At the clinic near the hospital, waiting – waiting is an occupation without a procedure manual; no one questions that, but what will we do while we wait?
Parked on the top floor of the garage, Level G, round and round up we go, concrete and metal bugs. An ascent. Climb down the concrete stairs, metal railings, the descent. Sounds beckon like a bird’s bark.
Outside on a bench in the mid-morning sun, crow caw, something stuck in its craw, like crowbar pulling nails, “must be something wrong,” but here there are too many songs.
Lady on a sidewalk bench at the curb, vaping. No sooner she leaves, replaced by a guy with a real cigarette. The smoke drifts into the patio, as if the car exhaust wasn’t enough.
Kid screaming. Car horn. Ambulance, siren flaring. No connection, random. Street workers wearing dayglow orange and green togs. Traffic crawling. Automobiles seem so hyperbolic.
Glimpse of an unintended selfie in window across patio.
Inside, corner table, view of patio. Street workers swagger in, followed by a woman holding a vase of flowers in one hand and a veniti in the other, stops. I get up and open the door for her, and she comes in singing happy something to one of the street workers. They all ignore me, the door opener. The listener. Lunch hour.
More street workers. They’re scoring pizza and sandwiches from the clinic automatic deli. Back in the street, they eat at the open tailgate of a pickup truck. Traffic now passing happily.
Lady wearing a bright red sweatshirt stitched, “Be Kind.”
Without clarity, noise. Turn hearing aids to zero. Still hear elevator bells. Distant voices, echoes, machine whir.
The street outside the clinic rich with stately trees, dappled shade silver. Going for a walkabout.

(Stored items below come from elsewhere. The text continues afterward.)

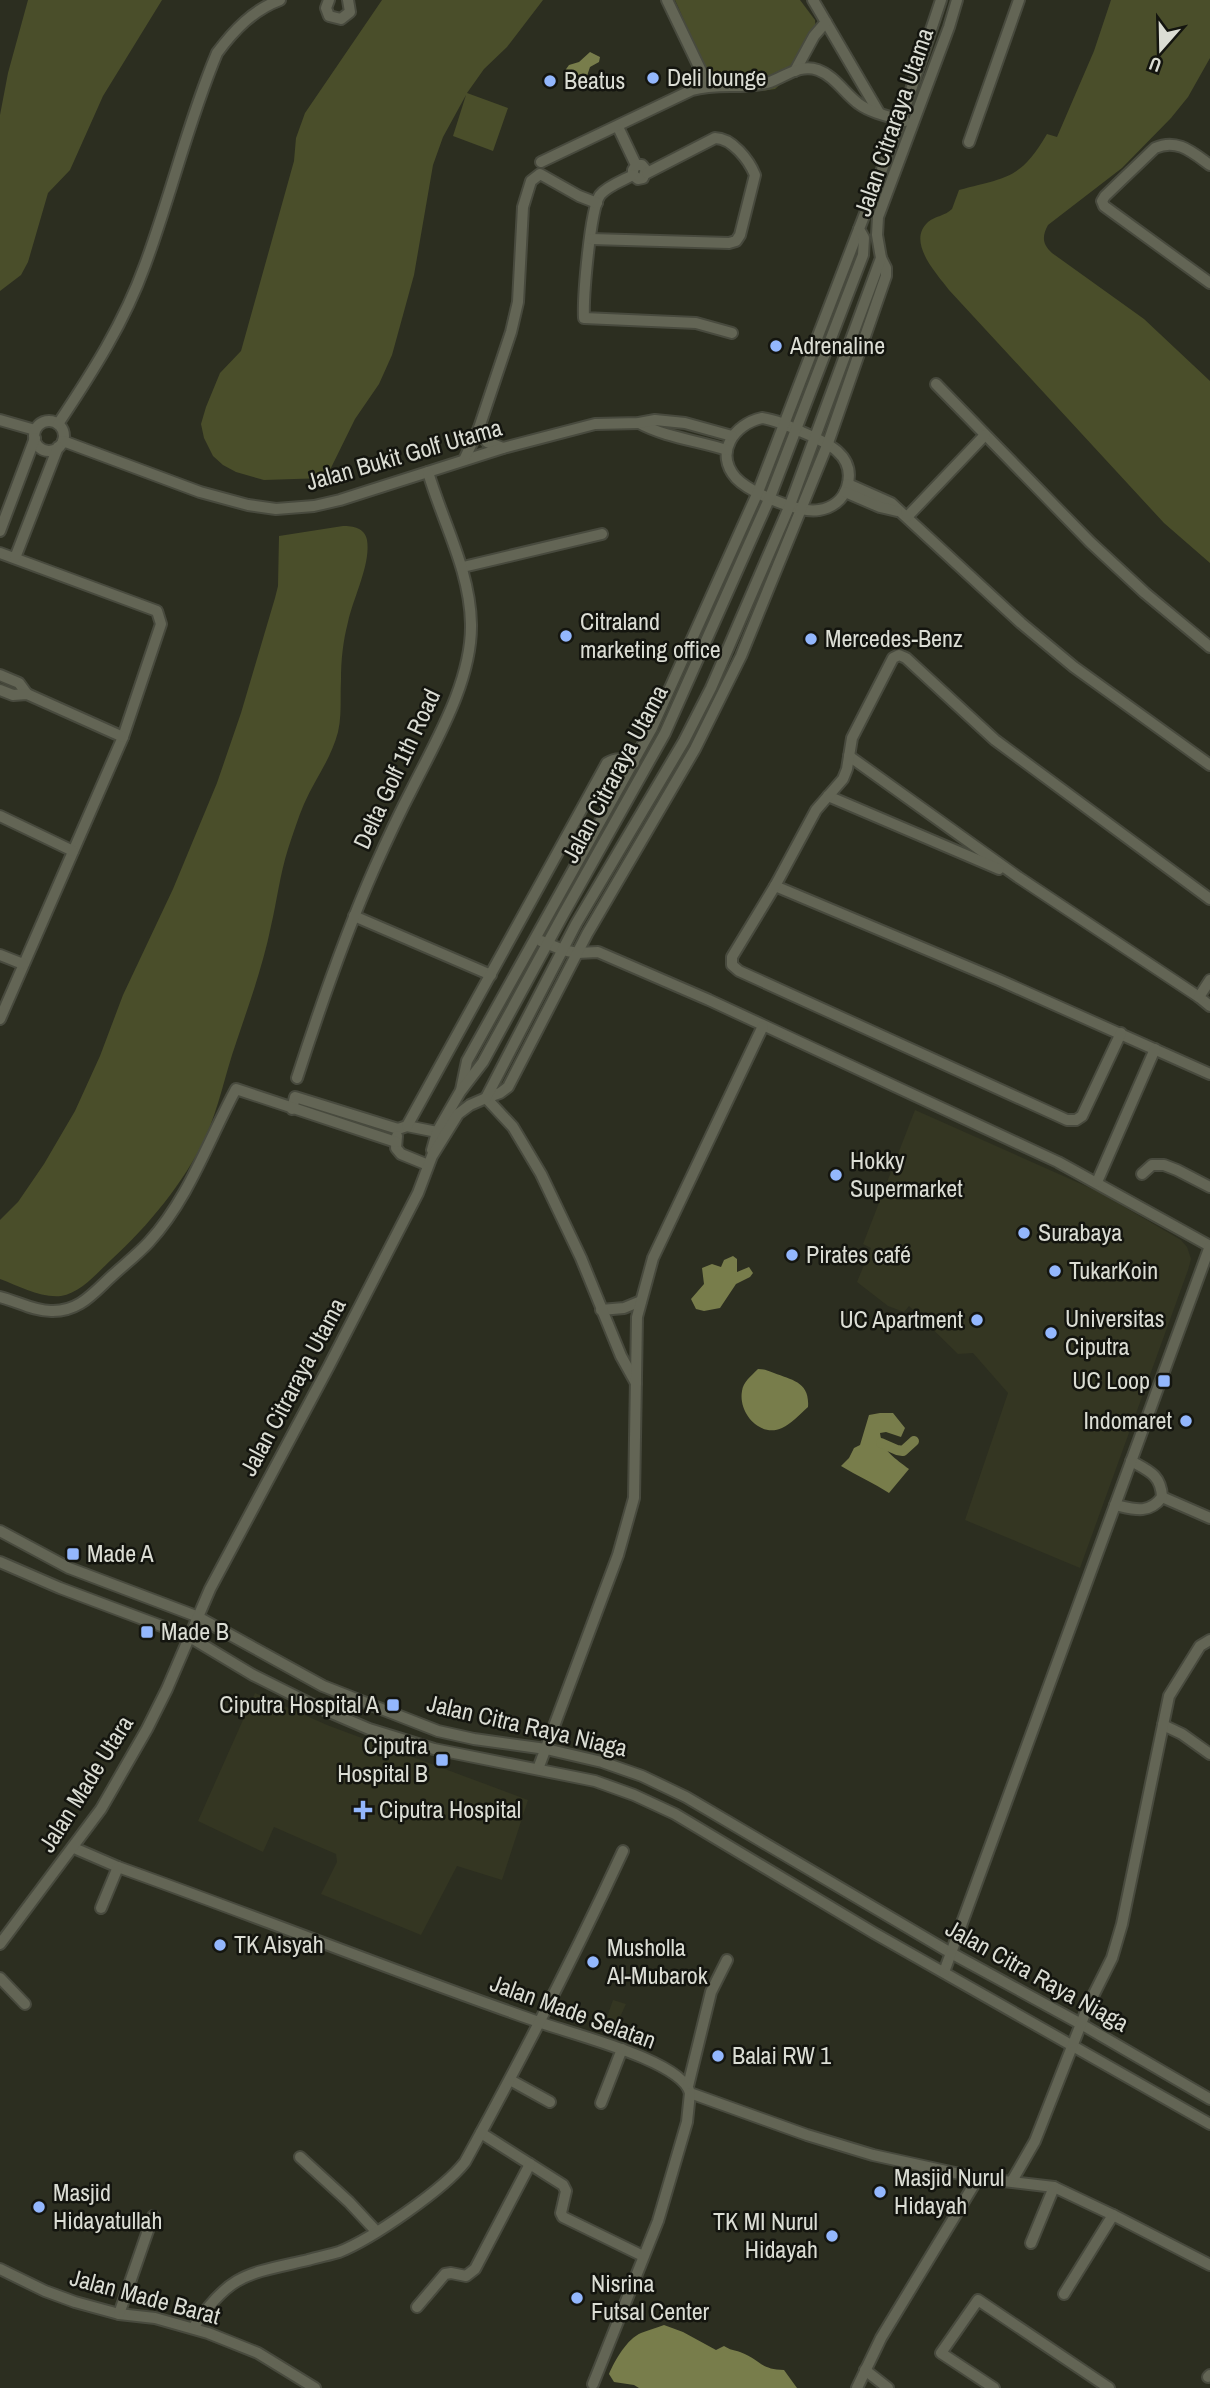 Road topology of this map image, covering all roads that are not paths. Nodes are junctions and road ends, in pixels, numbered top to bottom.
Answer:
1 (280, 0) edge
2 (328, 0) edge
3 (348, 0) edge
4 (667, 0) edge
5 (813, 0) edge
6 (941, 0) edge
7 (957, 0) edge
8 (1019, 0) edge
9 (826, 22) junction
10 (795, 71) junction
11 (705, 86) junction
12 (878, 111) junction
13 (901, 120) junction
14 (914, 124) junction
15 (618, 127) junction
16 (969, 142) dead end
17 (541, 162) dead end
18 (1210, 165) edge
19 (635, 170) junction
20 (597, 203) junction
21 (859, 229) junction
22 (591, 239) junction
23 (881, 258) junction
24 (1210, 283) edge
25 (732, 333) dead end
26 (811, 355) junction
27 (823, 359) junction
28 (936, 384) dead end
29 (0, 420) edge
30 (639, 423) junction
31 (58, 424) junction
32 (785, 424) junction
33 (479, 428) junction
34 (797, 429) junction
35 (35, 434) junction
36 (724, 434) junction
37 (985, 435) junction
38 (815, 438) junction
39 (828, 443) junction
40 (61, 444) junction
41 (503, 447) junction
42 (720, 447) junction
43 (464, 460) junction
44 (428, 472) junction
45 (846, 488) junction
46 (758, 492) junction
47 (770, 497) junction
48 (795, 507) junction
49 (902, 514) junction
50 (0, 531) edge
51 (602, 534) dead end
52 (0, 553) edge
53 (15, 558) junction
54 (463, 567) junction
55 (1210, 647) edge
56 (0, 675) edge
57 (0, 690) edge
58 (27, 694) junction
59 (123, 737) junction
60 (849, 756) junction
61 (634, 763) junction
62 (1210, 765) edge
63 (828, 796) junction
64 (0, 816) edge
65 (73, 850) junction
66 (1018, 877) junction
67 (775, 886) junction
68 (1210, 899) edge
69 (552, 908) junction
70 (562, 915) junction
71 (354, 916) junction
72 (576, 924) junction
73 (587, 934) junction
74 (536, 938) junction
75 (547, 944) junction
76 (563, 950) junction
77 (577, 953) junction
78 (598, 953) junction
79 (0, 955) edge
80 (23, 964) junction
81 (491, 975) junction
82 (1210, 980) edge
83 (1199, 997) junction
84 (1210, 1006) edge
85 (0, 1019) edge
86 (763, 1026) junction
87 (1121, 1033) junction
88 (1155, 1049) junction
89 (1210, 1074) edge
90 (298, 1078) dead end
91 (460, 1093) junction
92 (486, 1098) junction
93 (292, 1110) junction
94 (403, 1128) junction
95 (437, 1132) junction
96 (396, 1142) junction
97 (430, 1161) junction
98 (1142, 1174) dead end
99 (1097, 1182) junction
100 (1210, 1187) edge
101 (1210, 1246) edge
102 (0, 1297) edge
103 (641, 1301) junction
104 (601, 1310) junction
105 (636, 1383) junction
106 (1131, 1461) junction
107 (1162, 1497) junction
108 (1115, 1505) junction
109 (1210, 1518) edge
110 (0, 1531) edge
111 (0, 1562) edge
112 (197, 1616) junction
113 (188, 1636) junction
114 (1210, 1640) edge
115 (1163, 1725) junction
116 (545, 1749) junction
117 (1210, 1754) edge
118 (538, 1769) junction
119 (74, 1848) junction
120 (623, 1851) dead end
121 (118, 1867) junction
122 (101, 1908) dead end
123 (0, 1944) edge
124 (951, 1953) junction
125 (727, 1960) dead end
126 (944, 1972) junction
127 (0, 1978) edge
128 (25, 2004) dead end
129 (537, 2022) junction
130 (1081, 2024) junction
131 (1074, 2045) junction
132 (622, 2049) junction
133 (510, 2080) junction
134 (689, 2090) junction
135 (1210, 2099) edge
136 (550, 2102) dead end
137 (601, 2103) dead end
138 (1210, 2124) edge
139 (481, 2133) junction
140 (300, 2157) dead end
141 (530, 2164) junction
142 (978, 2178) junction
143 (1012, 2181) junction
144 (1054, 2187) junction
145 (1114, 2215) junction
146 (153, 2216) dead end
147 (376, 2231) junction
148 (1031, 2243) dead end
149 (643, 2256) junction
150 (1210, 2265) edge
151 (0, 2269) edge
152 (1064, 2294) dead end
153 (417, 2306) dead end
154 (119, 2314) junction
155 (193, 2328) junction
156 (865, 2370) junction
157 (593, 2387) edge
158 (315, 2388) edge
159 (857, 2388) edge
160 (888, 2388) edge
161 (994, 2388) edge
162 (1109, 2388) edge

1 - 31 street
2 - 3 street
4 - 11 street
5 - 9 street
6 - 13 street, Jalan Citraraya Utama
7 - 14 street, Jalan Citraraya Utama
8 - 16 street
9 - 10 street
9 - 12 street
10 - 11 street
10 - 12 street
11 - 15 street
12 - 13 street
13 - 14 street
13 - 21 street, Jalan Citraraya Utama
14 - 23 street, Jalan Citraraya Utama
15 - 17 street
15 - 19 street
18 - 24 street
19 - 20 street
19 - 22 street
20 - 22 street
20 - 33 street
21 - 26 street, Jalan Citraraya Utama
21 - 27 street, Jalan Citraraya Utama
22 - 25 street
23 - 38 street, Jalan Citraraya Utama
23 - 39 street, Jalan Citraraya Utama
26 - 27 street
26 - 32 street, Jalan Citraraya Utama
27 - 34 street, Jalan Citraraya Utama
28 - 37 street
29 - 35 street
30 - 36 street, Jalan Bukit Golf Utama
30 - 41 street, Jalan Bukit Golf Utama
30 - 42 street, Jalan Bukit Golf Utama
31 - 35 street
31 - 40 street
32 - 34 street
32 - 36 street
32 - 46 street, Jalan Citraraya Utama
33 - 41 street
33 - 43 street
34 - 38 street
34 - 47 street, Jalan Citraraya Utama
35 - 40 street
35 - 50 street
36 - 42 street
37 - 49 street
37 - 55 street
38 - 39 street
38 - 48 street, Jalan Citraraya Utama
39 - 45 street
39 - 48 street, Jalan Citraraya Utama
40 - 44 street, Jalan Bukit Golf Utama
40 - 53 street
41 - 43 street, Jalan Bukit Golf Utama
42 - 46 street
43 - 44 street, Jalan Bukit Golf Utama
44 - 54 street, Delta Golf 1th Road
45 - 48 street
45 - 49 street
46 - 47 street
46 - 61 street, Jalan Citraraya Utama
47 - 48 street
47 - 70 street, Jalan Citraraya Utama
48 - 72 street, Jalan Citraraya Utama
48 - 73 street, Jalan Citraraya Utama
49 - 62 street
51 - 54 street
52 - 53 street
53 - 59 street
54 - 71 street, Delta Golf 1th Road
56 - 58 street
57 - 58 street
58 - 59 street
59 - 65 street
60 - 63 street
60 - 66 street
60 - 68 street
61 - 69 street, Jalan Citraraya Utama
61 - 81 street
63 - 66 street
63 - 67 street
64 - 65 street
65 - 80 street
66 - 83 street
67 - 87 street
67 - 87 street
69 - 70 street
69 - 74 street, Jalan Citraraya Utama
70 - 72 street
70 - 75 street, Jalan Citraraya Utama
71 - 81 street
71 - 90 street, Delta Golf 1th Road
72 - 73 street
72 - 76 street, Jalan Citraraya Utama
73 - 77 street, Jalan Citraraya Utama
73 - 78 street
74 - 75 street
74 - 91 street, Jalan Citraraya Utama
75 - 76 street
75 - 91 street, Jalan Citraraya Utama
76 - 77 street
76 - 92 street, Jalan Citraraya Utama
77 - 78 street
77 - 92 street, Jalan Citraraya Utama
78 - 86 street
79 - 80 street
80 - 85 street
81 - 94 street
82 - 83 street
83 - 84 street
86 - 99 street
86 - 103 street
87 - 88 street
88 - 89 street
88 - 99 street
91 - 95 street, Jalan Citraraya Utama
92 - 97 street, Jalan Citraraya Utama
92 - 104 street
93 - 94 street
93 - 96 street
93 - 102 street
94 - 95 street
94 - 96 street
95 - 97 street, Jalan Citraraya Utama
96 - 97 street
97 - 112 street, Jalan Citraraya Utama
98 - 100 street
99 - 101 street
101 - 106 street
103 - 104 street
103 - 105 street
104 - 105 street
105 - 116 street
106 - 107 street
106 - 108 street
107 - 108 street
107 - 109 street
108 - 124 street
110 - 112 street, Jalan Citra Raya Niaga
111 - 113 street, Jalan Citra Raya Niaga
112 - 113 street, Jalan Citraraya Utama
112 - 116 street, Jalan Citra Raya Niaga
113 - 118 street, Jalan Citra Raya Niaga
113 - 119 street, Jalan Made Utara
114 - 115 street
115 - 117 street
115 - 130 street
116 - 118 street
116 - 124 street, Jalan Citra Raya Niaga
118 - 126 street, Jalan Citra Raya Niaga
119 - 121 street, Jalan Made Selatan
119 - 123 street, Jalan Made Utara
120 - 129 street
121 - 122 street
121 - 129 street, Jalan Made Selatan
124 - 126 street
124 - 130 street, Jalan Citra Raya Niaga
125 - 134 street
126 - 131 street, Jalan Citra Raya Niaga
127 - 128 street
129 - 132 street, Jalan Made Selatan
129 - 133 street
130 - 131 street
130 - 135 street, Jalan Citra Raya Niaga
131 - 138 street, Jalan Citra Raya Niaga
131 - 143 street
132 - 134 street, Jalan Made Selatan
132 - 137 street
133 - 136 street
133 - 139 street
134 - 142 street, Jalan Made Selatan
134 - 149 street
139 - 141 street
139 - 147 street
140 - 147 street
141 - 149 street
141 - 153 street
142 - 143 street, Jalan Made Selatan
142 - 156 street
143 - 144 street, Jalan Made Selatan
144 - 145 street, Jalan Made Selatan
144 - 148 street
145 - 150 street, Jalan Made Selatan
145 - 152 street
146 - 154 street
147 - 155 street
149 - 157 street
151 - 154 street, Jalan Made Barat
154 - 155 street, Jalan Made Barat
155 - 158 street, Jalan Made Barat
156 - 159 street
156 - 160 street
161 - 162 street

Back to G, retrieve car, a bit of retail for coffee, bananas, bungee cords for patio sunshade. Retrieve emptied pickup day buckets from street. Hang new sunshade tarp. Lunch on banana, peanuts, can of Perrier water. Blue shadow under grape pergola to catch apples falling from above.
Side roads south to audiologist. Ears so full of wax could cover a swarm of surfboards. Ear canals viewed on screen. Fantastic Voyage.
Heat is on. Dodger game from Baltimore. Tuna salad dinner, mango sorbet. Another can of water. Mariners game from Seattle.
Sit out with guitar. Warm. Late early. Occasional breeze.
Patrizia Cavalli in mail: “My Poems Won’t Change the World.” Neither will these field notes, but something to help hold it together.